_Aim of the exercise_. Would you print every entry below exactly as written, omitting the images?

** Material to process follows **

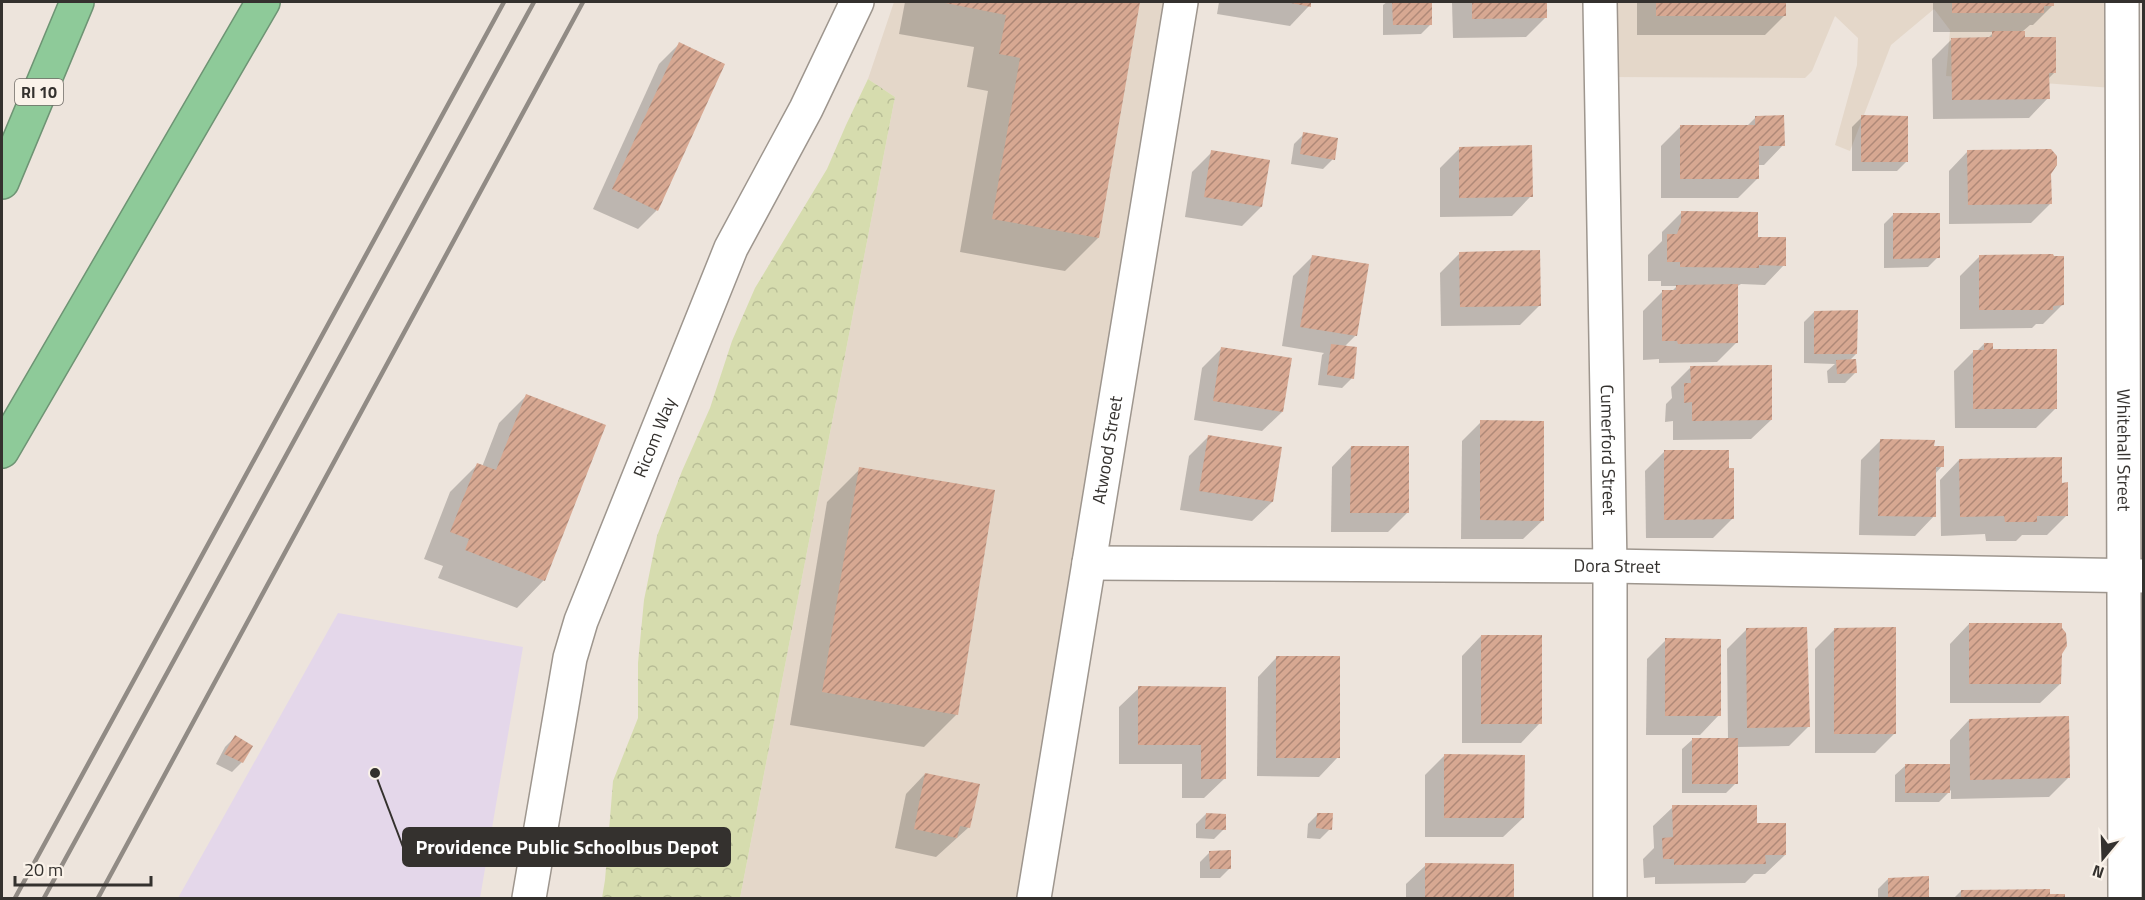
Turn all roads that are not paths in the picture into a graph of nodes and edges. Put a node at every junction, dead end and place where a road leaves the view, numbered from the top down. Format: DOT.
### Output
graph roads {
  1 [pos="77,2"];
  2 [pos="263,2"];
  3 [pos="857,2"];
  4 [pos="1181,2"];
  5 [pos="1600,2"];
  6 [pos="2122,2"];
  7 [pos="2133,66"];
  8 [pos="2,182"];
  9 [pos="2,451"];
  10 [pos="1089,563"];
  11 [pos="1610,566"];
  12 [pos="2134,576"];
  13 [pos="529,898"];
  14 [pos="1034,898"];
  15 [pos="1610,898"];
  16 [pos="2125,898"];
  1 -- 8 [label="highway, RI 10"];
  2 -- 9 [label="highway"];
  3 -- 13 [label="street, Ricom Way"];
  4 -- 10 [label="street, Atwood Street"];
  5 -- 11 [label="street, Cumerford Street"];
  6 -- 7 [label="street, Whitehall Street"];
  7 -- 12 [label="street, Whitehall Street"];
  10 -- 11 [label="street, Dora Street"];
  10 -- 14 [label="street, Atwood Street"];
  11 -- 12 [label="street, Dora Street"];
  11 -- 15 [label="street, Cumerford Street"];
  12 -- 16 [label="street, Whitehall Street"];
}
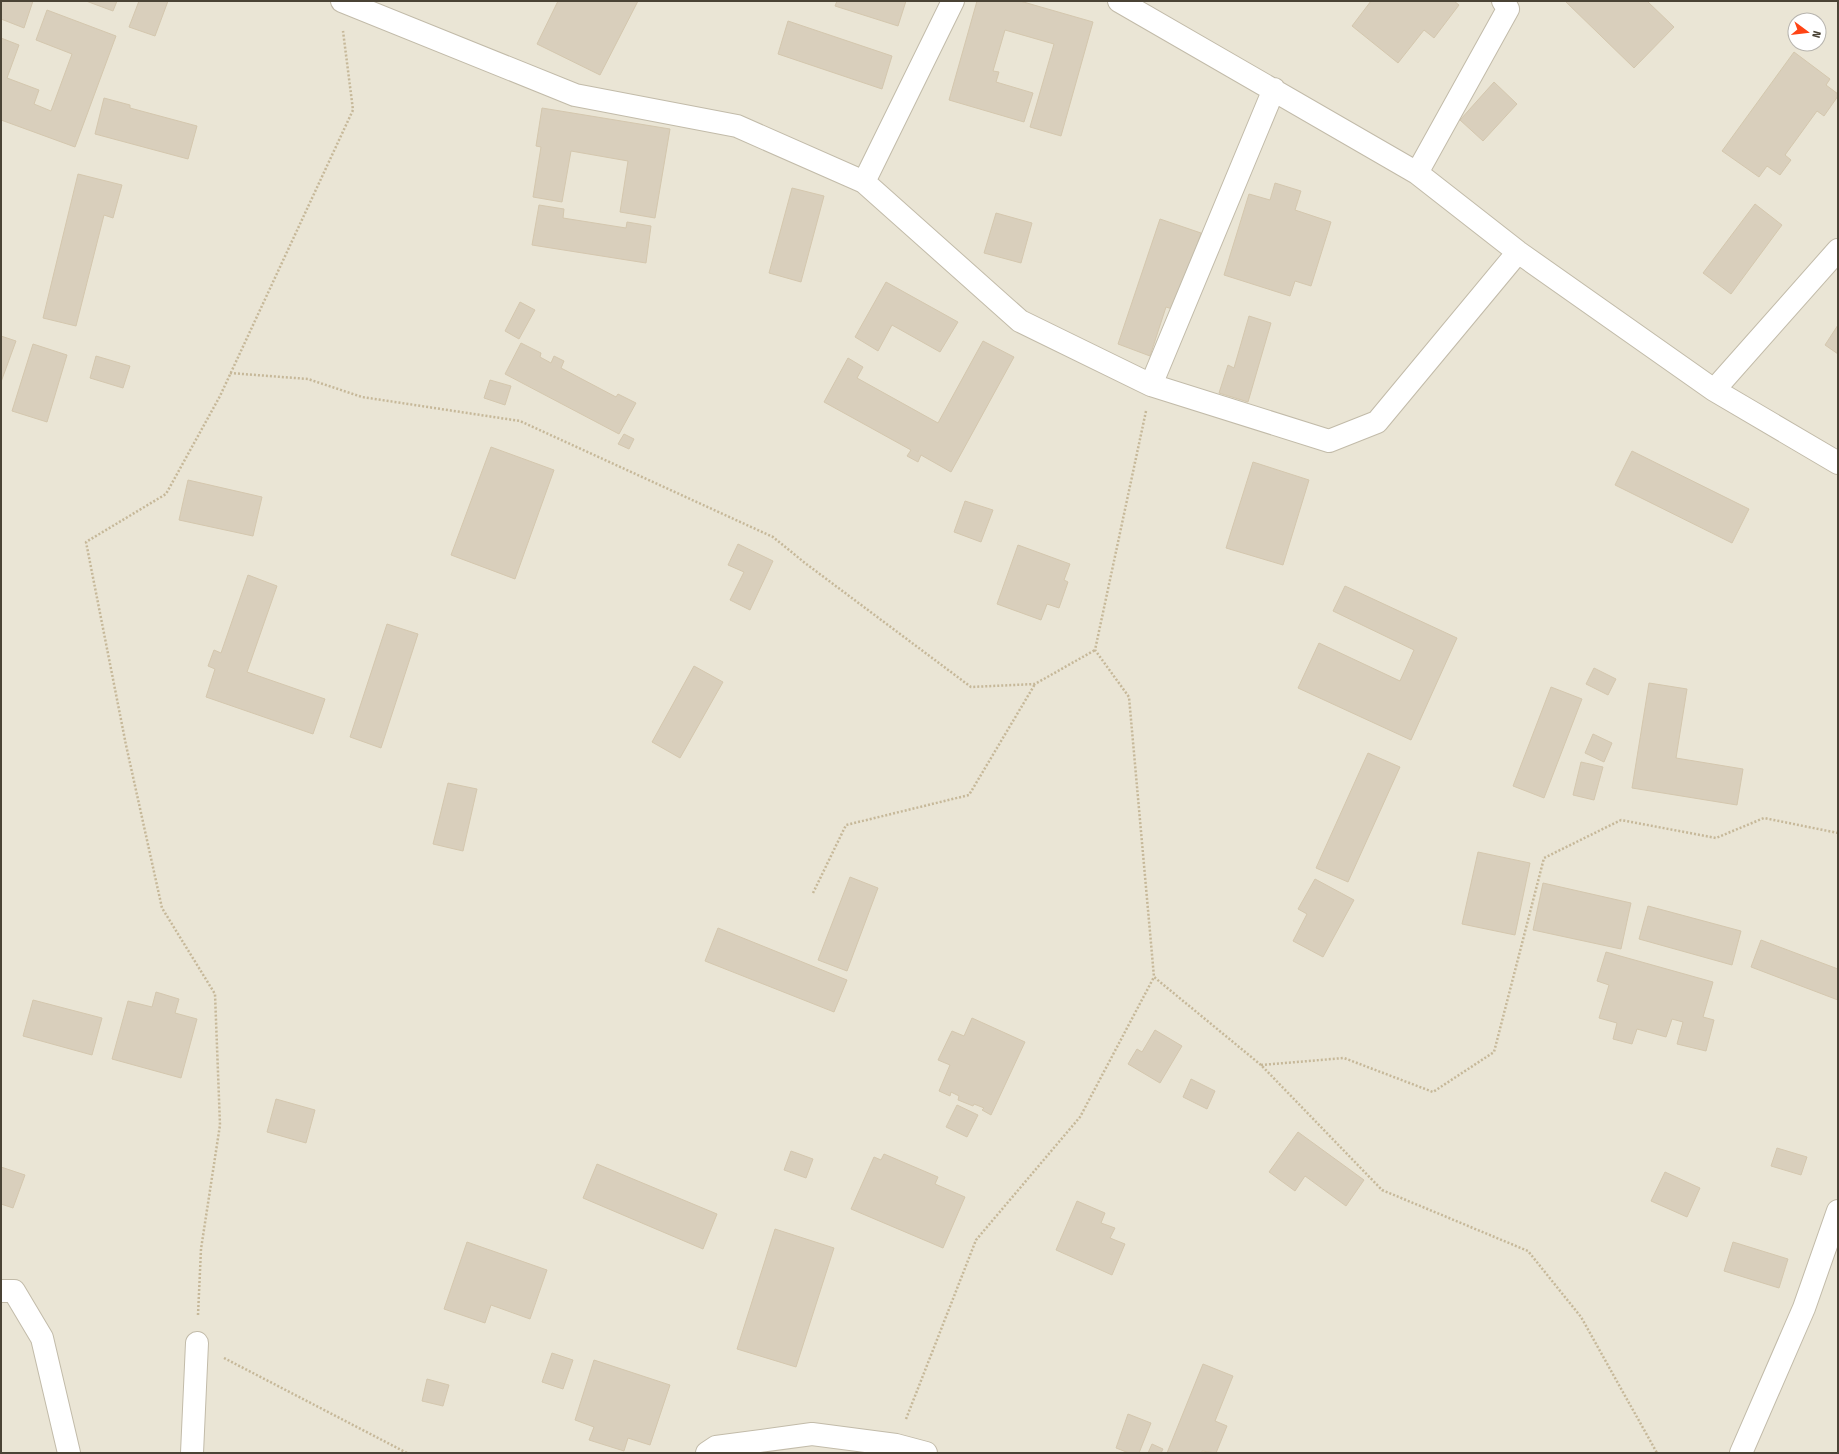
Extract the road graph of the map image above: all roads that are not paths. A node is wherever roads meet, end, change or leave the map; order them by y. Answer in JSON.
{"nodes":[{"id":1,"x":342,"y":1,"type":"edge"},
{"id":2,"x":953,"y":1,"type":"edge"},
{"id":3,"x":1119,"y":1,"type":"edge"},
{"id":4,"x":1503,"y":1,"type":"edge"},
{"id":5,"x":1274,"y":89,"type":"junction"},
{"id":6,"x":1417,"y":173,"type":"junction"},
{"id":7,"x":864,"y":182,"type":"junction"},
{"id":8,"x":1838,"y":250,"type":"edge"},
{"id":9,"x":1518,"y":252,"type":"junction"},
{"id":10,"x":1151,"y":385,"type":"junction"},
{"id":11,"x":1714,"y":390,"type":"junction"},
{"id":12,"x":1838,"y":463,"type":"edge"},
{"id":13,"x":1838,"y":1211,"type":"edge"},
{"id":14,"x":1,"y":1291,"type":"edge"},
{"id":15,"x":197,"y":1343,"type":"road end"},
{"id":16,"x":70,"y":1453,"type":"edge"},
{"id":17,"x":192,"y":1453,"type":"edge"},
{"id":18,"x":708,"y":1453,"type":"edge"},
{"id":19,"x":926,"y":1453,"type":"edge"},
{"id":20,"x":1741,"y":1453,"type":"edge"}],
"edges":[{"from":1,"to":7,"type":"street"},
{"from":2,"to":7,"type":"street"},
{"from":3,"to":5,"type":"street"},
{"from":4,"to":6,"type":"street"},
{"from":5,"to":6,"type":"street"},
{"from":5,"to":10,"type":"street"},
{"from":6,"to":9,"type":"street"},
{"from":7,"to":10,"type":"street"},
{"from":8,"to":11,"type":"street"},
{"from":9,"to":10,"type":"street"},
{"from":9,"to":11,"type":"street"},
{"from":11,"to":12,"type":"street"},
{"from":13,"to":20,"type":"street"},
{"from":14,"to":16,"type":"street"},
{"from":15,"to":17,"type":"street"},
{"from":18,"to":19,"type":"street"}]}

** End of Material to process **

_Task answer_.
Turn all roads that are not paths in the picture into a graph of nodes and edges. Put a node at every junction, dead end and place where a road leaves the view, numbered from the top down. Format: DOT.
### Output
graph roads {
  1 [pos="77,2"];
  2 [pos="263,2"];
  3 [pos="857,2"];
  4 [pos="1181,2"];
  5 [pos="1600,2"];
  6 [pos="2122,2"];
  7 [pos="2133,66"];
  8 [pos="2,182"];
  9 [pos="2,451"];
  10 [pos="1089,563"];
  11 [pos="1610,566"];
  12 [pos="2134,576"];
  13 [pos="529,898"];
  14 [pos="1034,898"];
  15 [pos="1610,898"];
  16 [pos="2125,898"];
  1 -- 8 [label="highway, RI 10"];
  2 -- 9 [label="highway"];
  3 -- 13 [label="street, Ricom Way"];
  4 -- 10 [label="street, Atwood Street"];
  5 -- 11 [label="street, Cumerford Street"];
  6 -- 7 [label="street, Whitehall Street"];
  7 -- 12 [label="street, Whitehall Street"];
  10 -- 11 [label="street, Dora Street"];
  10 -- 14 [label="street, Atwood Street"];
  11 -- 12 [label="street, Dora Street"];
  11 -- 15 [label="street, Cumerford Street"];
  12 -- 16 [label="street, Whitehall Street"];
}
Extract the road graph of the map image above: all roads that are not paths. A node is wherever roads meet, end, change or leave the map; order them by y. Answer in JSON.
{"nodes":[{"id":1,"x":342,"y":1,"type":"edge"},
{"id":2,"x":953,"y":1,"type":"edge"},
{"id":3,"x":1119,"y":1,"type":"edge"},
{"id":4,"x":1503,"y":1,"type":"edge"},
{"id":5,"x":1274,"y":89,"type":"junction"},
{"id":6,"x":1417,"y":173,"type":"junction"},
{"id":7,"x":864,"y":182,"type":"junction"},
{"id":8,"x":1838,"y":250,"type":"edge"},
{"id":9,"x":1518,"y":252,"type":"junction"},
{"id":10,"x":1151,"y":385,"type":"junction"},
{"id":11,"x":1714,"y":390,"type":"junction"},
{"id":12,"x":1838,"y":463,"type":"edge"},
{"id":13,"x":1838,"y":1211,"type":"edge"},
{"id":14,"x":1,"y":1291,"type":"edge"},
{"id":15,"x":197,"y":1343,"type":"road end"},
{"id":16,"x":70,"y":1453,"type":"edge"},
{"id":17,"x":192,"y":1453,"type":"edge"},
{"id":18,"x":708,"y":1453,"type":"edge"},
{"id":19,"x":926,"y":1453,"type":"edge"},
{"id":20,"x":1741,"y":1453,"type":"edge"}],
"edges":[{"from":1,"to":7,"type":"street"},
{"from":2,"to":7,"type":"street"},
{"from":3,"to":5,"type":"street"},
{"from":4,"to":6,"type":"street"},
{"from":5,"to":6,"type":"street"},
{"from":5,"to":10,"type":"street"},
{"from":6,"to":9,"type":"street"},
{"from":7,"to":10,"type":"street"},
{"from":8,"to":11,"type":"street"},
{"from":9,"to":10,"type":"street"},
{"from":9,"to":11,"type":"street"},
{"from":11,"to":12,"type":"street"},
{"from":13,"to":20,"type":"street"},
{"from":14,"to":16,"type":"street"},
{"from":15,"to":17,"type":"street"},
{"from":18,"to":19,"type":"street"}]}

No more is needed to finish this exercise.